_PROBLEM DETAILS_: Transcribe the listing that follows in full, exactly, and drop its images.

_EXERCISE MATERIAL_:
━━━━━━━━━━━━━━━━
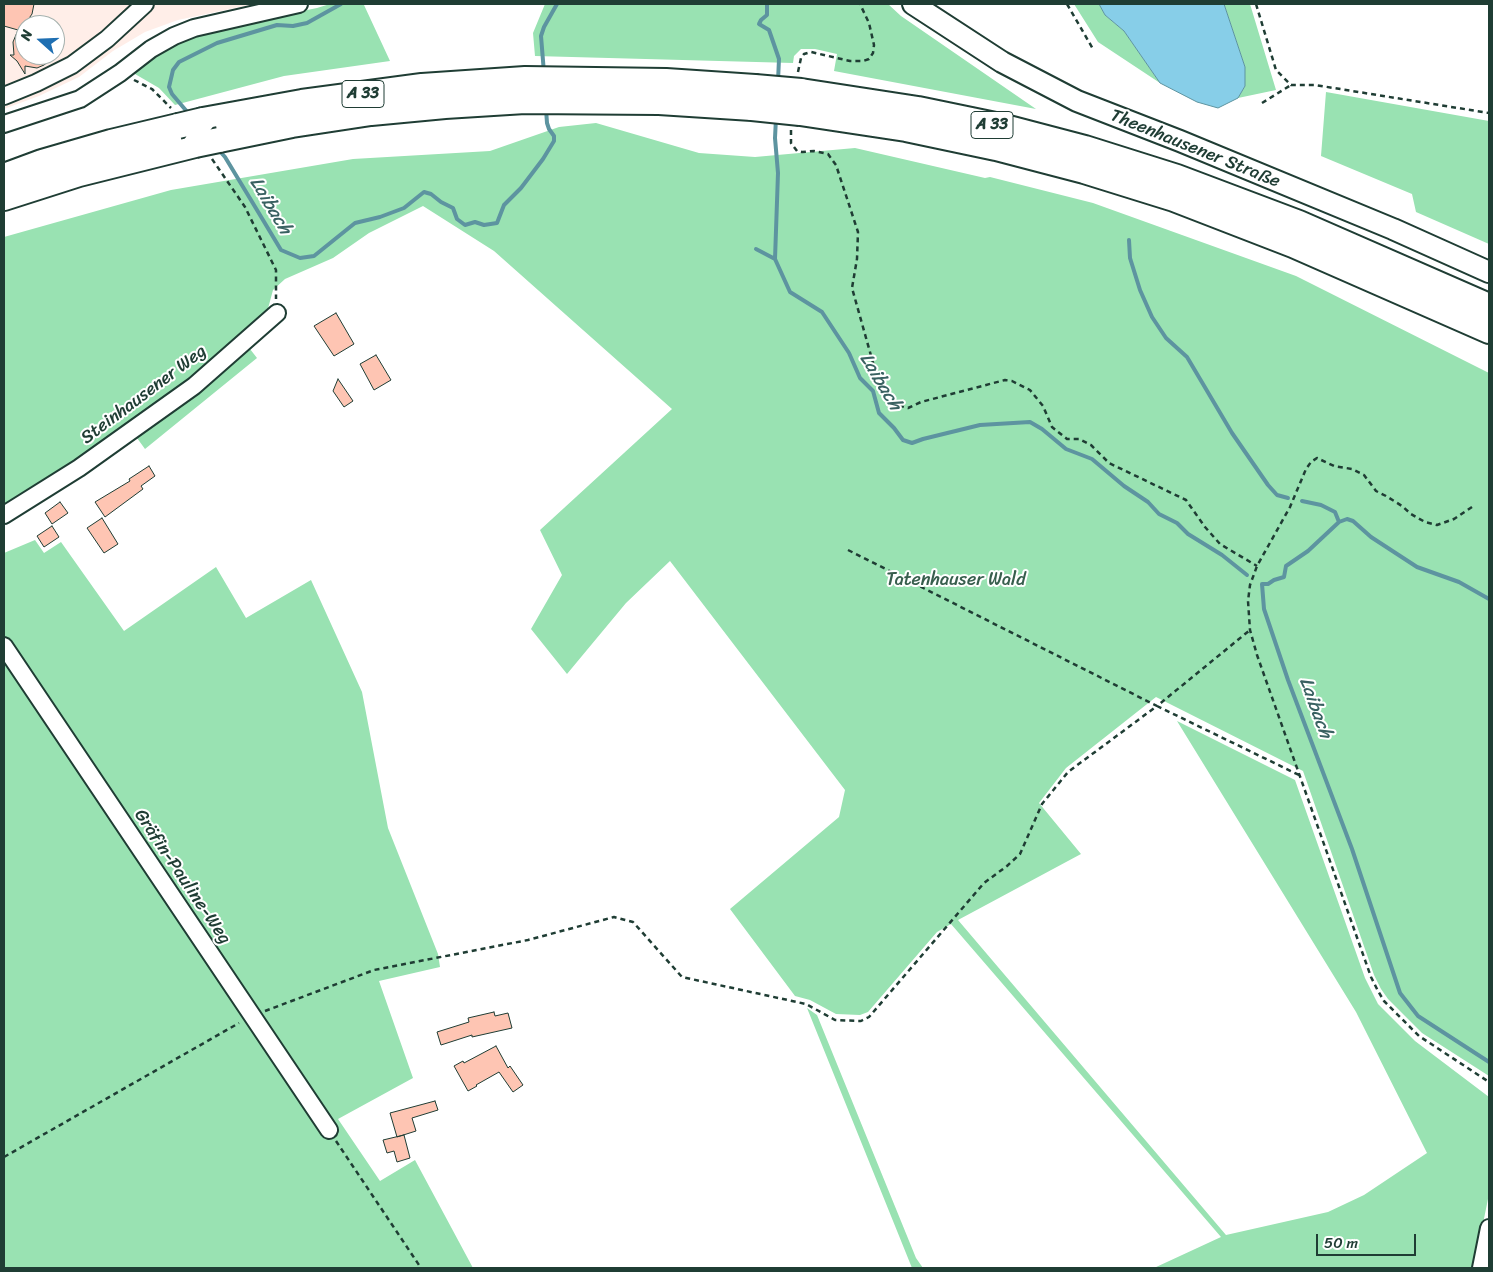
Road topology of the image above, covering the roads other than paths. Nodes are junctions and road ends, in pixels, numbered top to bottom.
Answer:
1 (146, 4) edge
2 (299, 4) edge
3 (913, 4) edge
4 (525, 90) junction
5 (4, 96) edge
6 (801, 102) junction
7 (4, 124) edge
8 (4, 176) edge
9 (4, 198) edge
10 (1489, 272) edge
11 (1489, 306) edge
12 (278, 313) road end
13 (1489, 331) edge
14 (4, 515) edge
15 (4, 646) edge
16 (329, 1130) road end
17 (1489, 1228) edge
18 (1480, 1268) edge

1 - 5 street
2 - 7 street
3 - 10 main road, Theenhausener Straße
4 - 6 highway, A 33, bridge
4 - 8 highway, A 33, bridge
4 - 9 highway, A 33
6 - 11 highway, A 33
6 - 13 highway, A 33
12 - 14 street, Steinhausener Weg
15 - 16 street, Gräfin-Pauline-Weg
17 - 18 street

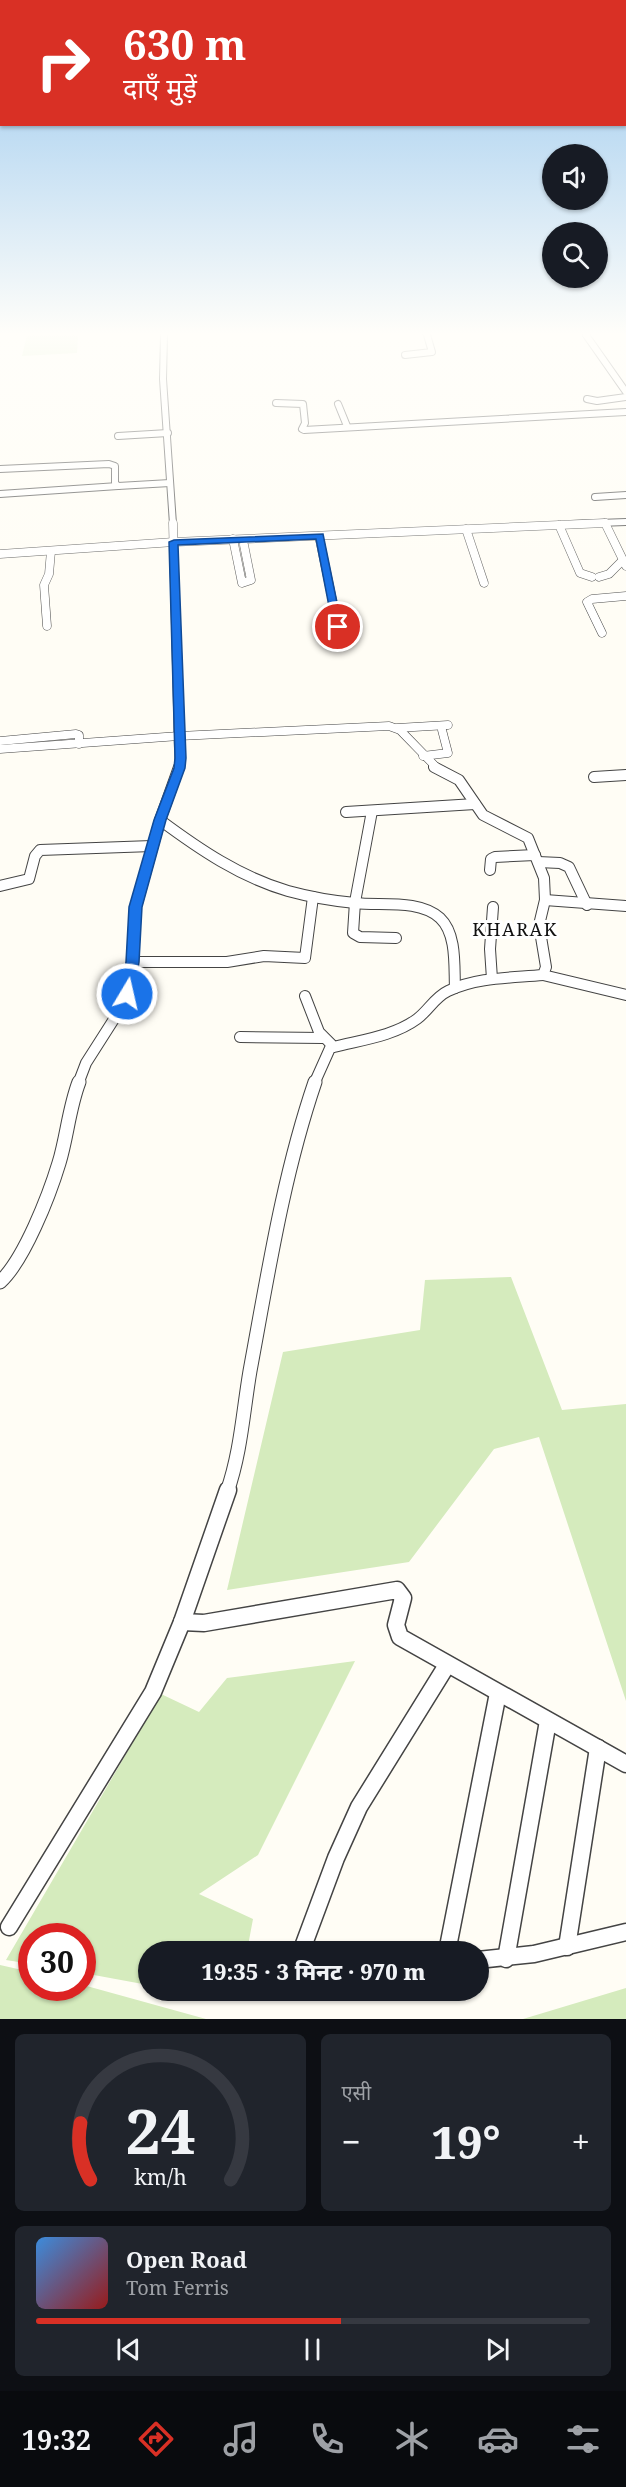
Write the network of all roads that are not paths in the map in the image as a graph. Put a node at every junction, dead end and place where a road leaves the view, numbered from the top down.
1 (168, 429) edge
2 (168, 433) junction
3 (118, 436) dead end
4 (0, 469) edge
5 (170, 483) junction
6 (118, 486) junction
7 (0, 494) edge
8 (626, 495) edge
9 (595, 497) dead end
10 (626, 522) edge
11 (605, 523) junction
12 (559, 525) junction
13 (466, 529) junction
14 (320, 536) junction
15 (233, 539) junction
16 (174, 542) junction
17 (244, 545) dead end
18 (51, 551) junction
19 (0, 554) edge
20 (625, 563) edge
21 (484, 583) dead end
22 (626, 596) edge
23 (48, 626) dead end
24 (338, 627) dead end
25 (602, 633) dead end
26 (397, 728) junction
27 (179, 736) junction
28 (0, 741) edge
29 (79, 744) junction
30 (0, 749) edge
31 (423, 756) junction
32 (626, 775) edge
33 (594, 777) dead end
34 (475, 804) junction
35 (372, 811) junction
36 (346, 812) dead end
37 (160, 820) junction
38 (152, 846) junction
39 (537, 858) junction
40 (490, 870) dead end
41 (0, 886) edge
42 (313, 897) junction
43 (545, 900) junction
44 (355, 902) junction
45 (587, 905) junction
46 (626, 906) edge
47 (493, 907) dead end
48 (396, 938) dead end
49 (132, 962) junction
50 (543, 975) junction
51 (492, 979) junction
52 (455, 988) junction
53 (626, 995) edge
54 (305, 996) dead end
55 (240, 1037) dead end
56 (327, 1042) junction
57 (0, 1282) edge
58 (182, 1622) junction
59 (447, 1665) junction
60 (498, 1693) junction
61 (548, 1720) junction
62 (598, 1749) junction
63 (626, 1764) edge
64 (9, 1927) dead end
65 (626, 1932) edge
66 (305, 1941) edge
67 (449, 1941) edge
68 (567, 1947) junction
69 (489, 1959) edge
70 (506, 1959) junction

1 - 2 street
2 - 3 street
2 - 5 street
4 - 6 street
5 - 6 street
5 - 16 street
6 - 7 street
8 - 9 street
10 - 11 street
11 - 12 street
11 - 20 street
12 - 13 street
12 - 20 street
13 - 14 street
13 - 21 street
14 - 15 street
14 - 24 street
15 - 16 street
15 - 17 street
16 - 18 street
16 - 27 street
18 - 19 street
18 - 23 street
22 - 25 street
26 - 27 street
26 - 31 street
26 - 31 street
27 - 29 street
27 - 37 street
28 - 29 street
29 - 30 street
31 - 34 street
32 - 33 street
34 - 35 street
34 - 39 street
35 - 36 street
35 - 44 street
37 - 38 street
37 - 42 street
38 - 41 street
38 - 49 street
39 - 40 street
39 - 43 street
39 - 45 street
42 - 44 street
42 - 49 street
43 - 45 street
43 - 50 street
44 - 48 street
44 - 52 street
45 - 46 street
47 - 51 street
49 - 57 street
50 - 51 street
50 - 53 street
51 - 52 street
52 - 56 street
54 - 56 street
55 - 56 street
56 - 58 street
58 - 59 street
58 - 64 street
59 - 60 street
59 - 66 street
60 - 61 street
60 - 67 street
61 - 62 street
61 - 70 street
62 - 63 street
62 - 68 street
65 - 68 street
68 - 70 street
69 - 70 street

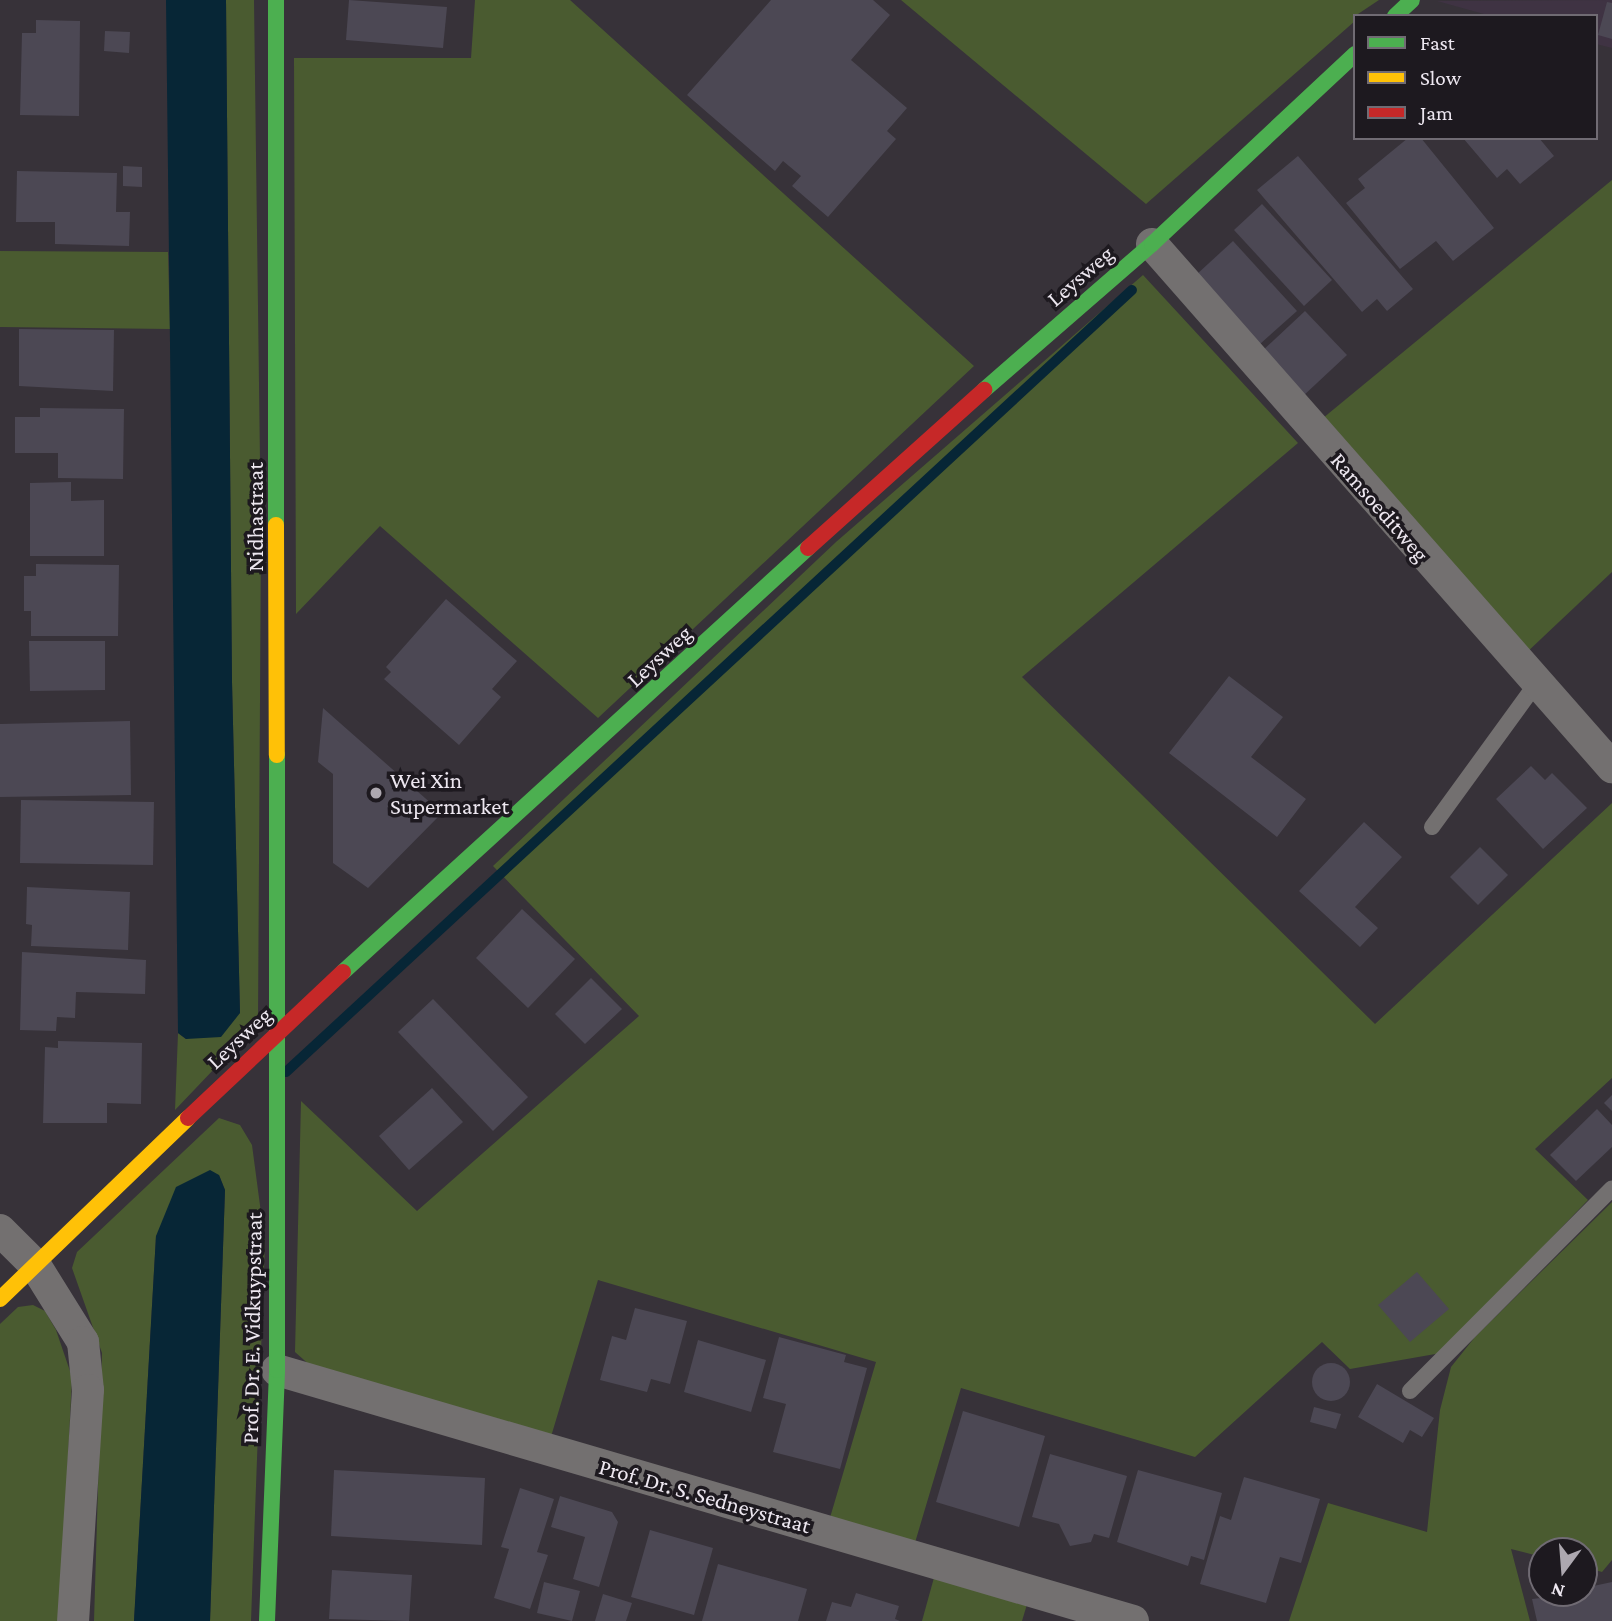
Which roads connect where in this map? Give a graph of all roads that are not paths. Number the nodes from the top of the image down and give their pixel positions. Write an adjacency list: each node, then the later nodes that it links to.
1 (276, 0): 9 (street, Nidhastraat)
2 (1412, 0): 3 (street)
3 (1397, 14)
4 (1353, 56): 5 (street, Leysweg)
5 (1152, 244): 6 (street, Ramsoeditweg); 9 (street, Leysweg)
6 (1535, 685): 7 (street, Ramsoeditweg); 8 (lane)
7 (1612, 767)
8 (1432, 827)
9 (275, 1034): 12 (street, Leysweg); 14 (street, Prof. Dr. E. Vidkuypstraat)
10 (1612, 1188): 15 (lane)
11 (0, 1230): 12 (street)
12 (35, 1265): 13 (street, Leysweg); 16 (street)
13 (0, 1299)
14 (277, 1370): 17 (street, Prof. Dr. E. Vidkuypstraat); 18 (street, Prof. Dr. S. Sedneystraat)
15 (1410, 1391)
16 (73, 1621)
17 (267, 1621)
18 (1133, 1621)

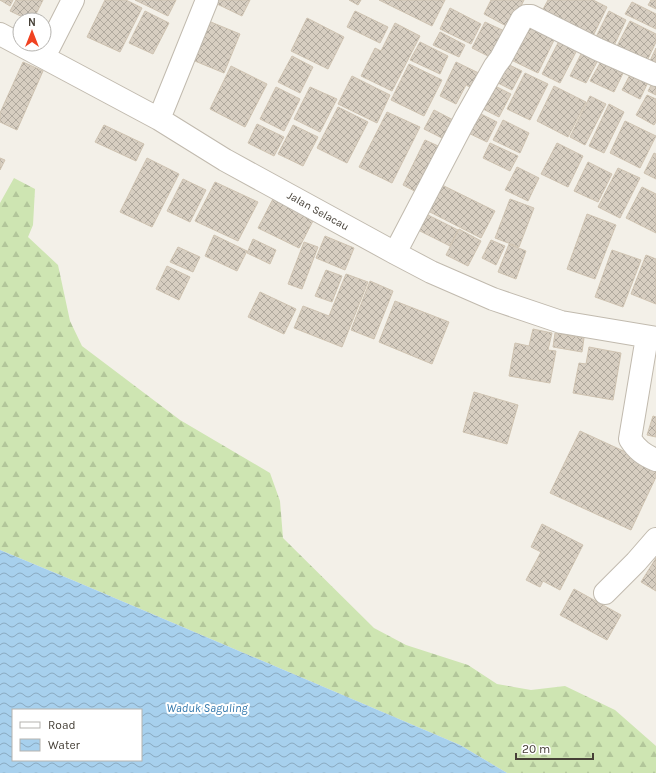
━━━━━━━━━━━━━━━━
_ANSWER AREA_:
Road topology of the image above, covering the roads other than paths. Nodes are junctions and road ends, in pixels, numbered top to bottom.
Answer:
1 (146, 4) edge
2 (299, 4) edge
3 (913, 4) edge
4 (525, 90) junction
5 (4, 96) edge
6 (801, 102) junction
7 (4, 124) edge
8 (4, 176) edge
9 (4, 198) edge
10 (1489, 272) edge
11 (1489, 306) edge
12 (278, 313) road end
13 (1489, 331) edge
14 (4, 515) edge
15 (4, 646) edge
16 (329, 1130) road end
17 (1489, 1228) edge
18 (1480, 1268) edge

1 - 5 street
2 - 7 street
3 - 10 main road, Theenhausener Straße
4 - 6 highway, A 33, bridge
4 - 8 highway, A 33, bridge
4 - 9 highway, A 33
6 - 11 highway, A 33
6 - 13 highway, A 33
12 - 14 street, Steinhausener Weg
15 - 16 street, Gräfin-Pauline-Weg
17 - 18 street

Write the network of all roads that are not paths in the map in the image as a graph. Put a node at every junction, dead end and place where a road leaves the view, numbered from the top down.
1 (168, 429) edge
2 (168, 433) junction
3 (118, 436) dead end
4 (0, 469) edge
5 (170, 483) junction
6 (118, 486) junction
7 (0, 494) edge
8 (626, 495) edge
9 (595, 497) dead end
10 (626, 522) edge
11 (605, 523) junction
12 (559, 525) junction
13 (466, 529) junction
14 (320, 536) junction
15 (233, 539) junction
16 (174, 542) junction
17 (244, 545) dead end
18 (51, 551) junction
19 (0, 554) edge
20 (625, 563) edge
21 (484, 583) dead end
22 (626, 596) edge
23 (48, 626) dead end
24 (338, 627) dead end
25 (602, 633) dead end
26 (397, 728) junction
27 (179, 736) junction
28 (0, 741) edge
29 (79, 744) junction
30 (0, 749) edge
31 (423, 756) junction
32 (626, 775) edge
33 (594, 777) dead end
34 (475, 804) junction
35 (372, 811) junction
36 (346, 812) dead end
37 (160, 820) junction
38 (152, 846) junction
39 (537, 858) junction
40 (490, 870) dead end
41 (0, 886) edge
42 (313, 897) junction
43 (545, 900) junction
44 (355, 902) junction
45 (587, 905) junction
46 (626, 906) edge
47 (493, 907) dead end
48 (396, 938) dead end
49 (132, 962) junction
50 (543, 975) junction
51 (492, 979) junction
52 (455, 988) junction
53 (626, 995) edge
54 (305, 996) dead end
55 (240, 1037) dead end
56 (327, 1042) junction
57 (0, 1282) edge
58 (182, 1622) junction
59 (447, 1665) junction
60 (498, 1693) junction
61 (548, 1720) junction
62 (598, 1749) junction
63 (626, 1764) edge
64 (9, 1927) dead end
65 (626, 1932) edge
66 (305, 1941) edge
67 (449, 1941) edge
68 (567, 1947) junction
69 (489, 1959) edge
70 (506, 1959) junction

1 - 2 street
2 - 3 street
2 - 5 street
4 - 6 street
5 - 6 street
5 - 16 street
6 - 7 street
8 - 9 street
10 - 11 street
11 - 12 street
11 - 20 street
12 - 13 street
12 - 20 street
13 - 14 street
13 - 21 street
14 - 15 street
14 - 24 street
15 - 16 street
15 - 17 street
16 - 18 street
16 - 27 street
18 - 19 street
18 - 23 street
22 - 25 street
26 - 27 street
26 - 31 street
26 - 31 street
27 - 29 street
27 - 37 street
28 - 29 street
29 - 30 street
31 - 34 street
32 - 33 street
34 - 35 street
34 - 39 street
35 - 36 street
35 - 44 street
37 - 38 street
37 - 42 street
38 - 41 street
38 - 49 street
39 - 40 street
39 - 43 street
39 - 45 street
42 - 44 street
42 - 49 street
43 - 45 street
43 - 50 street
44 - 48 street
44 - 52 street
45 - 46 street
47 - 51 street
49 - 57 street
50 - 51 street
50 - 53 street
51 - 52 street
52 - 56 street
54 - 56 street
55 - 56 street
56 - 58 street
58 - 59 street
58 - 64 street
59 - 60 street
59 - 66 street
60 - 61 street
60 - 67 street
61 - 62 street
61 - 70 street
62 - 63 street
62 - 68 street
65 - 68 street
68 - 70 street
69 - 70 street

Which roads connect where in this map? Give a graph of all roads that are not paths. Number the nodes from the top of the image down and give their pixel positions. Write an adjacency list: each node, then the later nodes that it links to.
1 (276, 0): 9 (street, Nidhastraat)
2 (1412, 0): 3 (street)
3 (1397, 14)
4 (1353, 56): 5 (street, Leysweg)
5 (1152, 244): 6 (street, Ramsoeditweg); 9 (street, Leysweg)
6 (1535, 685): 7 (street, Ramsoeditweg); 8 (lane)
7 (1612, 767)
8 (1432, 827)
9 (275, 1034): 12 (street, Leysweg); 14 (street, Prof. Dr. E. Vidkuypstraat)
10 (1612, 1188): 15 (lane)
11 (0, 1230): 12 (street)
12 (35, 1265): 13 (street, Leysweg); 16 (street)
13 (0, 1299)
14 (277, 1370): 17 (street, Prof. Dr. E. Vidkuypstraat); 18 (street, Prof. Dr. S. Sedneystraat)
15 (1410, 1391)
16 (73, 1621)
17 (267, 1621)
18 (1133, 1621)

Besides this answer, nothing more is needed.